In the EU election, Dalli garnered around 23,500 first preference votes, making her the third candidate most votes Most preferred candidates from six eligible seats. She became the first Labour female MEP to be elected directly to the European Parliament, after the preceding year saw three female MEPs becoming elected only through a bi-election. In her first comments to the TVM, she thanked the electorate for the responsibilities given and promised to work hard for the needs of Maltese people.

In parliament, Dalli sat as a member on the Committee on the Environment, Public Health and Food Safety (ENVI) and the Committee on Petitions (PETI). Dalli was chosen to serve on the Committee of Inquiry into Emission Measurements in the Automative Sector, after the Volkswagen emissions scandal was revealed. In 2020, she joined the Special Committee on Beating Cancer. In addition to her committee assignments, she was part of the parliament's delegation for relations with the Maghreb countries and the Arab Maghreb Union.

Dalli was also a substitute member on the Committee on Industry, Research and Energy (ITRE), the Committee on Civil Liberties, Justice and Home Affairs (LIBE), and Delegation to the EU-Armenia, EU-Azerbaijan and EU-Georgia Parliamentary Cooperation.

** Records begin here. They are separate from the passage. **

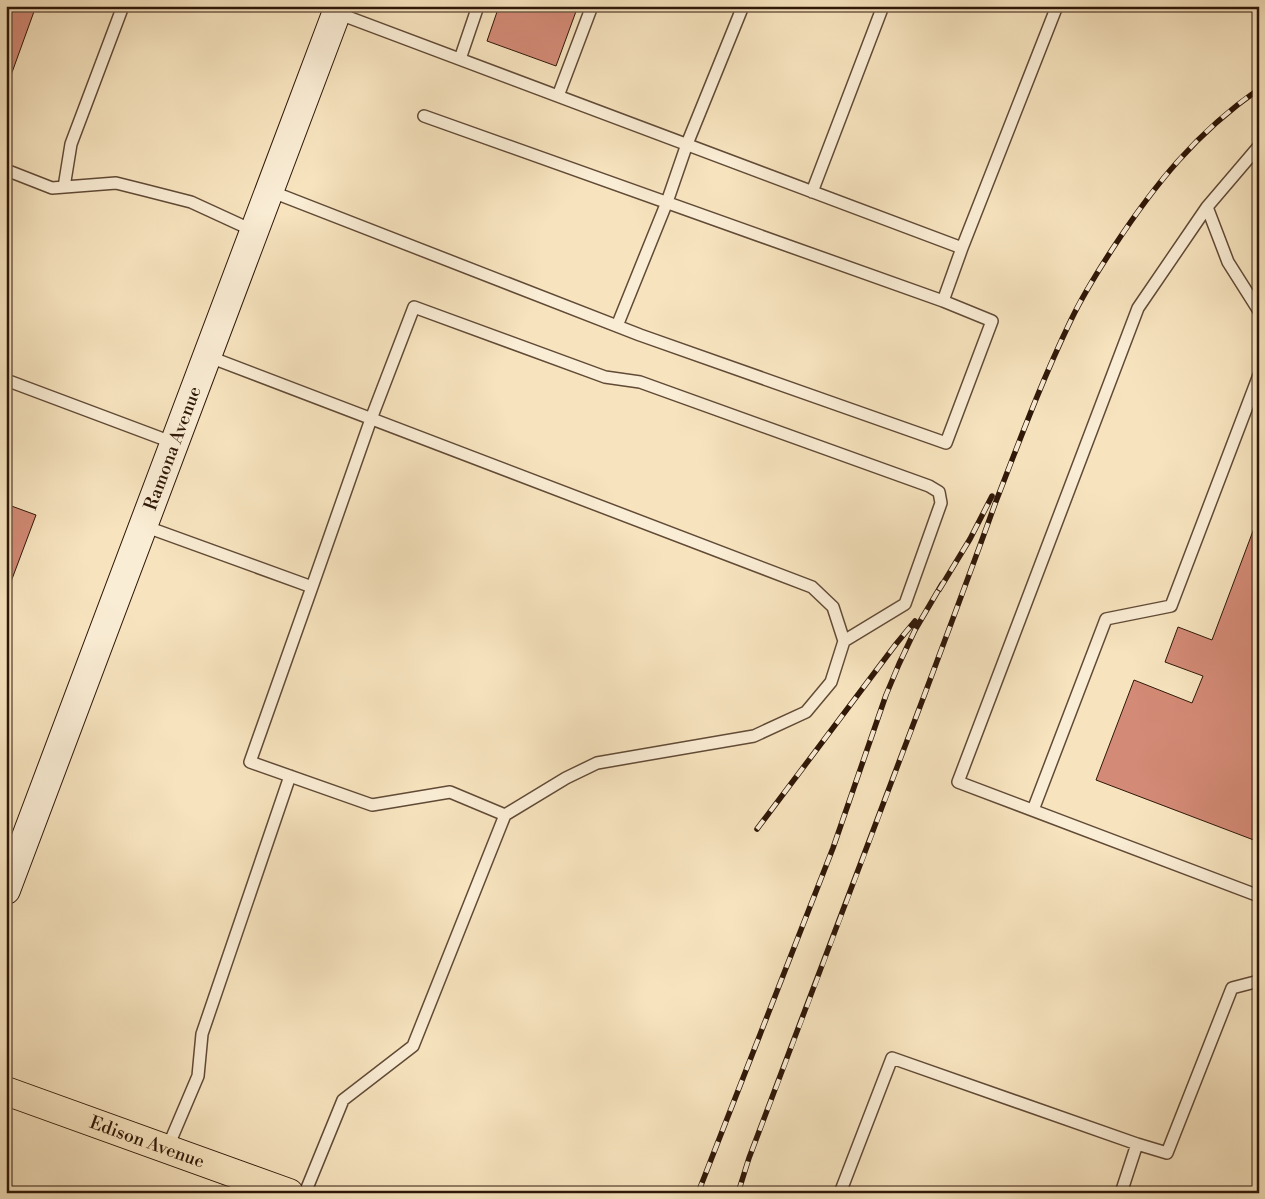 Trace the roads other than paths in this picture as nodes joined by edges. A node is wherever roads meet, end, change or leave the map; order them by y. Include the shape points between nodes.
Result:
1 (123, 6) edge
2 (478, 6) edge
3 (592, 6) edge
4 (743, 6) edge
5 (882, 6) edge
6 (1056, 6) edge
7 (338, 9) edge
8 (460, 59) junction
9 (558, 96) junction
10 (424, 116) dead end
11 (687, 144) junction
12 (1259, 146) edge
13 (6, 170) edge
14 (64, 187) junction
15 (270, 190) junction
16 (812, 192) junction
17 (667, 202) junction
18 (1207, 207) junction
19 (254, 232) junction
20 (962, 248) junction
21 (943, 301) junction
22 (1259, 311) edge
23 (617, 326) junction
24 (208, 356) junction
25 (1259, 375) edge
26 (6, 380) edge
27 (371, 418) junction
28 (174, 443) junction
29 (144, 526) junction
30 (312, 587) junction
31 (844, 641) junction
32 (290, 776) junction
33 (1033, 810) junction
34 (505, 815) junction
35 (6, 890) edge
36 (1259, 896) edge
37 (1259, 984) edge
38 (6, 1091) edge
39 (1137, 1144) junction
40 (167, 1149) junction
41 (289, 1193) edge
42 (305, 1193) edge
43 (840, 1193) edge
44 (1121, 1193) edge

1 - 14 lane via 71,144
2 - 8 lane
3 - 9 lane
4 - 11 lane
5 - 16 lane
6 - 20 lane
7 - 8 lane
7 - 15 main road, Ramona Avenue
8 - 9 lane
9 - 11 lane
10 - 17 lane
11 - 16 lane
11 - 17 lane
12 - 18 lane
13 - 14 lane via 52,188
14 - 19 lane via 125,185 191,202
15 - 19 main road, Ramona Avenue
15 - 23 lane
16 - 20 lane
17 - 21 lane
17 - 23 lane
18 - 22 lane via 1228,262
18 - 33 lane via 1138,308 958,782
19 - 24 main road, Ramona Avenue
20 - 21 lane
21 - 23 lane via 992,321 946,443
24 - 27 lane
24 - 28 main road, Ramona Avenue
25 - 33 lane via 1171,606 1106,619
26 - 28 lane
27 - 30 lane
27 - 31 lane via 812,587 832,608
27 - 31 lane via 414,307 605,378 640,382 930,486 939,492 941,503 905,604
28 - 29 main road, Ramona Avenue
29 - 30 lane
29 - 35 main road, Ramona Avenue
30 - 32 lane via 250,762
31 - 34 lane via 831,682 806,712 754,736 597,764 566,778
32 - 34 lane via 372,805 450,792
32 - 40 lane via 202,1034 198,1076
33 - 36 lane
34 - 42 lane via 413,1046 344,1100
37 - 39 lane via 1255,982 1232,988 1167,1153
38 - 40 main road, Edison Avenue
39 - 43 lane via 892,1058
39 - 44 lane
40 - 41 main road, Edison Avenue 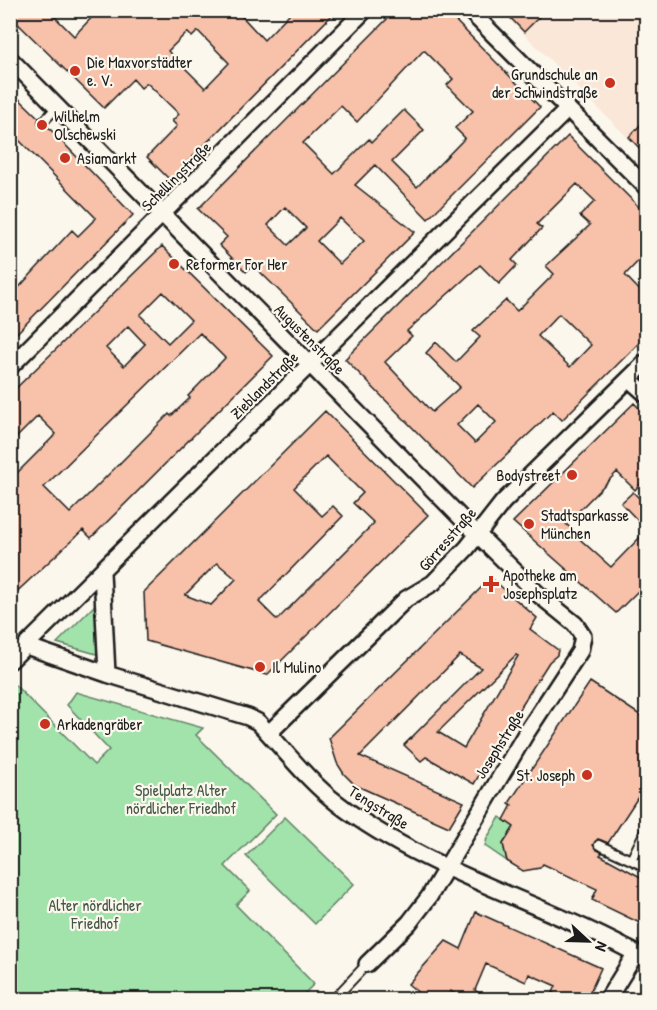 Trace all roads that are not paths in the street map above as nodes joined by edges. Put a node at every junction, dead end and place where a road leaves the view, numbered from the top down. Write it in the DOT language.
graph roads {
  1 [pos="366,10"];
  2 [pos="469,10"];
  3 [pos="10,59"];
  4 [pos="57,107"];
  5 [pos="567,109"];
  6 [pos="43,122"];
  7 [pos="646,187"];
  8 [pos="163,215"];
  9 [pos="646,362"];
  10 [pos="310,364"];
  11 [pos="10,367"];
  12 [pos="629,379"];
  13 [pos="646,394"];
  14 [pos="477,534"];
  15 [pos="102,572"];
  16 [pos="584,642"];
  17 [pos="26,646"];
  18 [pos="10,661"];
  19 [pos="107,674"];
  20 [pos="269,733"];
  21 [pos="646,829"];
  22 [pos="598,845"];
  23 [pos="631,860"];
  24 [pos="447,867"];
  25 [pos="646,867"];
  26 [pos="641,956"];
  27 [pos="367,964"];
  28 [pos="333,999"];
  29 [pos="608,999"];
  1 -- 8 [label="street, Schellingstraße"];
  2 -- 5 [label="street"];
  3 -- 4 [label="street, Augustenstraße"];
  4 -- 6 [label="lane"];
  4 -- 8 [label="street, Augustenstraße"];
  5 -- 7 [label="street"];
  5 -- 10 [label="street, Zieblandstraße"];
  8 -- 10 [label="street, Augustenstraße"];
  8 -- 11 [label="street, Schellingstraße"];
  9 -- 12 [label="street, Görresstraße"];
  10 -- 14 [label="street, Augustenstraße"];
  10 -- 15 [label="street, Zieblandstraße"];
  12 -- 13 [label="street"];
  12 -- 14 [label="street, Görresstraße"];
  14 -- 16 [label="street, Augustenstraße"];
  14 -- 20 [label="street, Görresstraße"];
  15 -- 17 [label="street, Zieblandstraße"];
  15 -- 19 [label="street"];
  16 -- 24 [label="street, Josephstraße"];
  17 -- 18 [label="street, Zieblandstraße"];
  17 -- 19 [label="street, Tengstraße"];
  19 -- 20 [label="street, Tengstraße"];
  20 -- 24 [label="street, Tengstraße"];
  21 -- 23 [label="lane"];
  22 -- 23 [label="lane"];
  23 -- 25 [label="lane"];
  24 -- 26 [label="street, Tengstraße"];
  24 -- 27 [label="street, Josephstraße"];
  26 -- 29 [label="street"];
  27 -- 28 [label="lane"];
}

In October 2016 Dalli was chosen as the Coordinator on the ENVI committee, on behalf of the Socialists and Democrats in the European Parliament, replacing German MEP Matthias Groote. She was re-elected in January 2017. This led the VoteWatch.eu to consider Dalli as one of the winners in the European Parliament's mid-term reshuffle, adding that she shown capabilities to negotiate between the two major parties in the European Parliament. She represented the European Parliament in the Climate Change Conference (COP21) held in Paris in December 2015.

Following the 2019 elections, Dalli was elected vice-chair of the S&D Group, under the leadership of chairwoman Iratxe García.

=== Member of the Parliament of Malta, 2020–present ===
In October 2020, Dalli was sworn in the Parliament of Malta, succeeding Etienne Grech. In November 2020, Dalli was appointed Minister for Energy, Enterprise and Sustainable Development. After the 2022 general elections, Dalli was appointed Minister for the Environment, Energy and Enterprise.

==Other activities==
- Friends of Europe, Member of the Board of Trustees (since 2020)

==Recognition==
In 2015. Dalli was named as one of the best five new MEPs by The Parliament Magazine. In March 2016, she was chosen as the 'MEP of the Year' in the Energy sector.

In 2017, Dalli was nominated in two different categories in the MEP Awards: Public Health and Environment. She won the Public Health award, which acknowledged her work on issues such as mental health, autism, and cancer in children.

In March 2017, Dalli ranked as the second most influential MEPs in terms of environmental policy by VoteWatch Europe. Together with MEPs Gerben-Jan Gerbrandy and Bas Eickhout, Dalli was viewed as leading environmental policies for progress in the EU.